# [ connexion web ]  comme une saturation du reseau

## zeonnix95

Bonjour a tous 

Voila je me connecte avec une adresse statique à ma Box.

 je peux me connecter sur internet mais au bout d'un certain temps je suis bloqué,

 je ne peux plus transmettre de paquet sur internet donc time out ... , la commande netstat -taupe reste bloqué

ce qui me choque c'est que lors d'un ifconfig j'observe que txqueuelen est au maximum 1000 et sur le ligne RX ( réception ) tout les paquet reçu sont aussi en dropped ( peut être c'est normal ? ) 

au bout d'un certain temps , tout ce débloque la commande netstat -taupe m'affiche les connexion et je peux naviguer pour un certain instant, ainsi de suite... 

cela fais depuis plusieurs mois que j'ai le même problème malgré les recompilation noyau et les changement de valeur metric,..  de ifconfig changement de valeur dans sysctl.conf ...
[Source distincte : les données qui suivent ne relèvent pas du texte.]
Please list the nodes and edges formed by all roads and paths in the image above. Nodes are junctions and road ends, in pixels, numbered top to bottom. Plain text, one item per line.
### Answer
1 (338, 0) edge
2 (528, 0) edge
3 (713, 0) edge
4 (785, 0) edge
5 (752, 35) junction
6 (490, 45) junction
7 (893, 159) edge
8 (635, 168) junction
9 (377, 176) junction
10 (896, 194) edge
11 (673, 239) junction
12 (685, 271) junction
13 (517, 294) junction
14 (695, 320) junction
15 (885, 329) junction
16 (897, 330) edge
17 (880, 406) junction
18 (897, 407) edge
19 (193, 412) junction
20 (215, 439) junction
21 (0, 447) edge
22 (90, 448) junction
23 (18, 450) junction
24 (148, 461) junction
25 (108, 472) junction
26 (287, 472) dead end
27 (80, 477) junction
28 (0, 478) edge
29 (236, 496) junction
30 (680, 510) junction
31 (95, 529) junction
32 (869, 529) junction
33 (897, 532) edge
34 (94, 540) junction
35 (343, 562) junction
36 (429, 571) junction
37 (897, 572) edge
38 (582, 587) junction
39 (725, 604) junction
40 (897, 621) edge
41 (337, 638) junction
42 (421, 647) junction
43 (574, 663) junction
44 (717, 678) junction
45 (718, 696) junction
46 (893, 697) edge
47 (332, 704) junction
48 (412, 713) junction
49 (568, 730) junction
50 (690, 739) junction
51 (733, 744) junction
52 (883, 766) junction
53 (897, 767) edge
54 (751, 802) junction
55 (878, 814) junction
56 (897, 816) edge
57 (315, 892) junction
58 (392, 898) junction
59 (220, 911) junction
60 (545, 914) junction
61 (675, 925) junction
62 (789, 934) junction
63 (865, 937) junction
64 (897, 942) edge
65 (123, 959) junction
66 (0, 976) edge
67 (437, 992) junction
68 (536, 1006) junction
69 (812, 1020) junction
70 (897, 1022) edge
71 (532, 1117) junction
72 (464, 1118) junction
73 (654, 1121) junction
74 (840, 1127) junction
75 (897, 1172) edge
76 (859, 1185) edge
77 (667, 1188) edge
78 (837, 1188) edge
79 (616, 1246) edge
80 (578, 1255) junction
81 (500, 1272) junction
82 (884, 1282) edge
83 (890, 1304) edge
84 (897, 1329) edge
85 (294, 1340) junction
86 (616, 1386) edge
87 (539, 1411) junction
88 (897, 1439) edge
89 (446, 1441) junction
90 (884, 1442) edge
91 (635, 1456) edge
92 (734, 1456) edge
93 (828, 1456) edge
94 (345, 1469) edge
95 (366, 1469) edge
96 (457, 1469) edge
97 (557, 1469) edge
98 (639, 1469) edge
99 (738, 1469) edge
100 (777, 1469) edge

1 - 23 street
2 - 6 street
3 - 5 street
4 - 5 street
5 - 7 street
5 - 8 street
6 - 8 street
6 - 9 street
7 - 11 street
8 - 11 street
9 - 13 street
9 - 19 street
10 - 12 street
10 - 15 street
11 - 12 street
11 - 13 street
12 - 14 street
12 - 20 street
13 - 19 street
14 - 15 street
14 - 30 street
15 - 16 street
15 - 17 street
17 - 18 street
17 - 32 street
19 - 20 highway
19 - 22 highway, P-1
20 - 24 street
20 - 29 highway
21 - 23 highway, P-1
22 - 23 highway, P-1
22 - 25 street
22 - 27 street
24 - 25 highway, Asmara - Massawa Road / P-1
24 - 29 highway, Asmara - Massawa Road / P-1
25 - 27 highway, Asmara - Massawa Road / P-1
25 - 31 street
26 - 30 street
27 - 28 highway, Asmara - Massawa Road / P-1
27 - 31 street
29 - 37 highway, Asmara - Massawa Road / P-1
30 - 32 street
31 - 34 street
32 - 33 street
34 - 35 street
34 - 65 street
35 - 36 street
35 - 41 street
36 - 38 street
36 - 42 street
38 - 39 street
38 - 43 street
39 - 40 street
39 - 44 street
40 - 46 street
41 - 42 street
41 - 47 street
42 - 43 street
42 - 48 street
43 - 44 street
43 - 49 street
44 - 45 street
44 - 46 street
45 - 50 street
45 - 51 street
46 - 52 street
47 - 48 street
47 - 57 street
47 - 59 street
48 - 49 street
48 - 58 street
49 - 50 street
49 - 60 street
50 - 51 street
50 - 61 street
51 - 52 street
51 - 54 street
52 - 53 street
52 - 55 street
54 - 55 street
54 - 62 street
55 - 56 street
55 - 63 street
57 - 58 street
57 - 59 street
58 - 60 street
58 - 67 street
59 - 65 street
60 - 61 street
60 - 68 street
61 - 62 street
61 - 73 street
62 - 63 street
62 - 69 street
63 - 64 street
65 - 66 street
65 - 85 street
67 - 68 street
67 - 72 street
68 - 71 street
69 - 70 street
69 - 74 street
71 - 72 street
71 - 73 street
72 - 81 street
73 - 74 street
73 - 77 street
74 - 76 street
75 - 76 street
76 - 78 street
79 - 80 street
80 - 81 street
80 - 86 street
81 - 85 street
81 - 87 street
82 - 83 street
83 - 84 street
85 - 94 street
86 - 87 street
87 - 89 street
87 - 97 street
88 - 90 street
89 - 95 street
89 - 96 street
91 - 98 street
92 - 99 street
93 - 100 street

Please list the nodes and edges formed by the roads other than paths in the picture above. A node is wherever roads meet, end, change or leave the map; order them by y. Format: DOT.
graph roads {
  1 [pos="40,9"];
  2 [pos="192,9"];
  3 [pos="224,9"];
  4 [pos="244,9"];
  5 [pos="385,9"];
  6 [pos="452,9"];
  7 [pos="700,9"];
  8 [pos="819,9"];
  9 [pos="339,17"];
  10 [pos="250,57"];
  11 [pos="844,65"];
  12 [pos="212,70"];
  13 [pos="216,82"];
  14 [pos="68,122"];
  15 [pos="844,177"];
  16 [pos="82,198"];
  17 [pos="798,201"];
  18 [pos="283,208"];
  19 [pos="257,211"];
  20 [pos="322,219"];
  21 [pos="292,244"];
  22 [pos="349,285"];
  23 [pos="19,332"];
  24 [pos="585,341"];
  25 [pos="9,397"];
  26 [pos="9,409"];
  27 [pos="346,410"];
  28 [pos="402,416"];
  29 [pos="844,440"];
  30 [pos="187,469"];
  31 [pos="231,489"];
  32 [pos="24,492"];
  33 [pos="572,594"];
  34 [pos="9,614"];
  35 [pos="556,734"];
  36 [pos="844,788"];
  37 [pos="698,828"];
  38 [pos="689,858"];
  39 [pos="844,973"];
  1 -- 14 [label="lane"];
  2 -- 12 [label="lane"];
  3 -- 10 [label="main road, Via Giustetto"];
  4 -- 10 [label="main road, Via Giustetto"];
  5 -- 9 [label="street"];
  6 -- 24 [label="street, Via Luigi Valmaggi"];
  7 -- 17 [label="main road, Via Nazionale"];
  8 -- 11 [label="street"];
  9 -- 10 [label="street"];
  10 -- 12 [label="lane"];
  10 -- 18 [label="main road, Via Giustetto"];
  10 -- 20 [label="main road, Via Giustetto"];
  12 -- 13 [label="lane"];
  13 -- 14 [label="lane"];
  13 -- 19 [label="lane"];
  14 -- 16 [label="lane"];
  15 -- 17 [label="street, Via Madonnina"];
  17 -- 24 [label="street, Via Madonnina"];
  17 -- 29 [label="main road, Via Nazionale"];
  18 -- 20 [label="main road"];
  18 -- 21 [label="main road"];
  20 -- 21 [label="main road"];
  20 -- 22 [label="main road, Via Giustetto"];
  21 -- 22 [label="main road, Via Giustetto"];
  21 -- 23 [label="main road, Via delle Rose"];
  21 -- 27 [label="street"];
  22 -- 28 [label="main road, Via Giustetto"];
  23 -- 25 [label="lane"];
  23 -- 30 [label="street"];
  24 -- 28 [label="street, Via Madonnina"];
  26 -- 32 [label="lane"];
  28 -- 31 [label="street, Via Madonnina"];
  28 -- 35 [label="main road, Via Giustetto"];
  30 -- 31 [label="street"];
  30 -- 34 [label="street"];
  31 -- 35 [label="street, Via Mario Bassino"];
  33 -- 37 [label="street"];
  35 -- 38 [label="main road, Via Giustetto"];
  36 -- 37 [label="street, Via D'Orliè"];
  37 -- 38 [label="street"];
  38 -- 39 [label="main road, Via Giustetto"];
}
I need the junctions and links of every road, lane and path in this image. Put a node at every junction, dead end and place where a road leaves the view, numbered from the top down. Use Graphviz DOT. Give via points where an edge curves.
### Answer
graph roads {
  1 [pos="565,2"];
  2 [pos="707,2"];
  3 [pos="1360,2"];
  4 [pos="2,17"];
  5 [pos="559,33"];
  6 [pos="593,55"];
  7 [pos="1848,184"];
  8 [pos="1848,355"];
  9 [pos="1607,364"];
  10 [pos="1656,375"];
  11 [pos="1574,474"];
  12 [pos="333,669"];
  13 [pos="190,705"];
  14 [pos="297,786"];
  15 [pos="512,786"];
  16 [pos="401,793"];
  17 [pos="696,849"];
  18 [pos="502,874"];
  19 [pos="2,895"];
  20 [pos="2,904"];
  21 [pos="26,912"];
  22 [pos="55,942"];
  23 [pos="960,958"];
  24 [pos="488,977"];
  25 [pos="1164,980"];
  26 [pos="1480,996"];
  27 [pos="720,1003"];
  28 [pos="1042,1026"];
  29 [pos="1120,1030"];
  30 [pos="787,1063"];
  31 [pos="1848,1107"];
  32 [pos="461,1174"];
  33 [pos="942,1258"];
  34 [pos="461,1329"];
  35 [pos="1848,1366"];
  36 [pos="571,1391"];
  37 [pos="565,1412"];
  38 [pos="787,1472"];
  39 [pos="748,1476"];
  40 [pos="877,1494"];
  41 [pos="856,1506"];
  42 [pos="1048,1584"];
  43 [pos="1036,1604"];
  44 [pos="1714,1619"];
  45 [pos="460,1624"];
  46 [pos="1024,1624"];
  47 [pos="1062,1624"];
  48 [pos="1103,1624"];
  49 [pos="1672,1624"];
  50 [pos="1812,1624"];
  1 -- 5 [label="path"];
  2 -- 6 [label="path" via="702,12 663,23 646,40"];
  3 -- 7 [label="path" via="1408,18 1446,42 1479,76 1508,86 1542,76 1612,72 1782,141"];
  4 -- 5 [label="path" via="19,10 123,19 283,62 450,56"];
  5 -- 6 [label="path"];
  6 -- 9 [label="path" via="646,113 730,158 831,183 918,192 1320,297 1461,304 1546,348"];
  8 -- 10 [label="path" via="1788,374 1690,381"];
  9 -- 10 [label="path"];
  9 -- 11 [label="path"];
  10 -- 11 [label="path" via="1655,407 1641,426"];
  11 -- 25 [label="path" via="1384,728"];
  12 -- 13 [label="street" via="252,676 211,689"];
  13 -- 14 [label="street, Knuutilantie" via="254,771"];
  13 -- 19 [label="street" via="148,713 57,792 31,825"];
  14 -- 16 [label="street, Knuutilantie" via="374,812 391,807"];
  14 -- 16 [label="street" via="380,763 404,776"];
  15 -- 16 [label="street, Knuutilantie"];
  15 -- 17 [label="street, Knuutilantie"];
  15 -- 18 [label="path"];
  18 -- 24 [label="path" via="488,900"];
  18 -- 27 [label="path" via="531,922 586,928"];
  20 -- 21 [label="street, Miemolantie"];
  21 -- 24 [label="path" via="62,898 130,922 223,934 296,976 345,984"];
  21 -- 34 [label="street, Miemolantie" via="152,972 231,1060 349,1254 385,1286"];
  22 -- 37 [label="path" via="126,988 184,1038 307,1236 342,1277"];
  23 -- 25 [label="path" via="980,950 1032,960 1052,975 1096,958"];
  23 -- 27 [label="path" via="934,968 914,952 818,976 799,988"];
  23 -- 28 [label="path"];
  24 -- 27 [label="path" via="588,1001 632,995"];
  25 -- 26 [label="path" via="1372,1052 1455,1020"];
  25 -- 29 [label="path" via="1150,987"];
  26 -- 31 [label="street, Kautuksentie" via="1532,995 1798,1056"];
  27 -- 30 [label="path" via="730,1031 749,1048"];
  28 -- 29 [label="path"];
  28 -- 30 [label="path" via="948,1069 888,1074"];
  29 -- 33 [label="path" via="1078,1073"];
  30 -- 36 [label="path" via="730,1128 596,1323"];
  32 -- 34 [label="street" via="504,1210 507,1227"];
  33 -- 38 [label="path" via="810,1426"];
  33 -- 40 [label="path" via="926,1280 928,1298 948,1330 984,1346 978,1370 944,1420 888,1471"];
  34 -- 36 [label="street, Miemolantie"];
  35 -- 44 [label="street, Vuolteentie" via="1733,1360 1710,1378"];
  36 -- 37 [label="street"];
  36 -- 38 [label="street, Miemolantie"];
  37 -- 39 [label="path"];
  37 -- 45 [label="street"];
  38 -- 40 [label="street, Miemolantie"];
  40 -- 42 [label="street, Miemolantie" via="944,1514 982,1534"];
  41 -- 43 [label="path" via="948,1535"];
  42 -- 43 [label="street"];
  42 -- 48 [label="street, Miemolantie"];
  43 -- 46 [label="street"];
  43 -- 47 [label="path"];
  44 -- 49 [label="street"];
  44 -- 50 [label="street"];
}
sous red-hat c'est pareil mais j'avoue je reste plutôt sur gentoo 

je reste bloquer sur la situation , une chose est sûr c'est que mon câble fonctionne bien puisque  sous windows aucun souci 

Merci

----------

## guilc

A tout hasard, que dit un "wc -l /proc/net/nf_conntrack" ?

Ton netstat bloque ? ajoute donc un "-n" pour ne pas faire les résolutions DNS (c'est ça qui doit bloquer). qu'on voie un peu si y a pas quelques centaines de connexions dans un état pourri.

Sinon là comme ça, j'ai pas d'idée...

----------

## zeonnix95

coucou effectivement il semblerais qu'il y est un rapport 

en moyenne j'ai 100 dans nf_contrack 

lorsque internet ce fige j'ai 150 dans contrack et mes connection "nestat -taupen " sont en fin_wait ou time_wait 

Mais pas toujours .... 

au moment ou j'ecris ce message j'ai 18 dans nf_contrack et toutes ( 25)  mes connection etablished, pourtant impossible d'ouvrir une autre page web ( google.fr) dans mes onglets ... 

je vien de retomber a 6 dans nf_contrack et 3 connection etablished ( 2 pour les dns et gentoo.org) je peux desormé envoyer le message 

Merci

----------

## guilc

100 ou 150 c'est TRÈS peu. Ça ne vient donc pas d'une saturation de la table de connection tracking (qui contient 65536 connexions par défaut).

Le TIME_WAIT, c'est normal, c'est l'état d'une connexion mise à mort, ça ne consomme pas de ressources, ça ne bloque rien. De mémoire, une socket fermée reste 60s dans cet état avant de disparaître. Pendant ce délai, elle peut éventuellement être recyclée (pour réouvrir une connexion TCP plus vite).

FIN_WAIT c'est une connexion pas complètement close (attente du paquet TCP final), mais à moins qu'il y en ait plusieurs milliers, ce n'est absolument pas un problème.

Toutes ces valeurs que tu donnes sont extrêmement faibles. On est très loin de saturer un quelconque buffer !

Bref, en terme de volume de connexions, absolument rien d'anormal.

Faut chercher ailleurs ! Et j'ai pas d'idée là...

C'est quoi comme box ? Ca pourrait être une saleté (vu la qualité des box FAI...) qui n'aime pas certains paramètres tcp utilisés par Linux et pas windows...

----------

## El_Goretto

Comme l'a suggéré guilc, pour mettre hors de cause la box, pourrais-tu refaire ton mini-test de charge ( :Smile: ) depuis ton LAN, plutôt que depuis l'extérieur? Bien sûr, dans l'idée que ta box ne serve pas à router ton traffic LAN non plus  :Smile: 

----------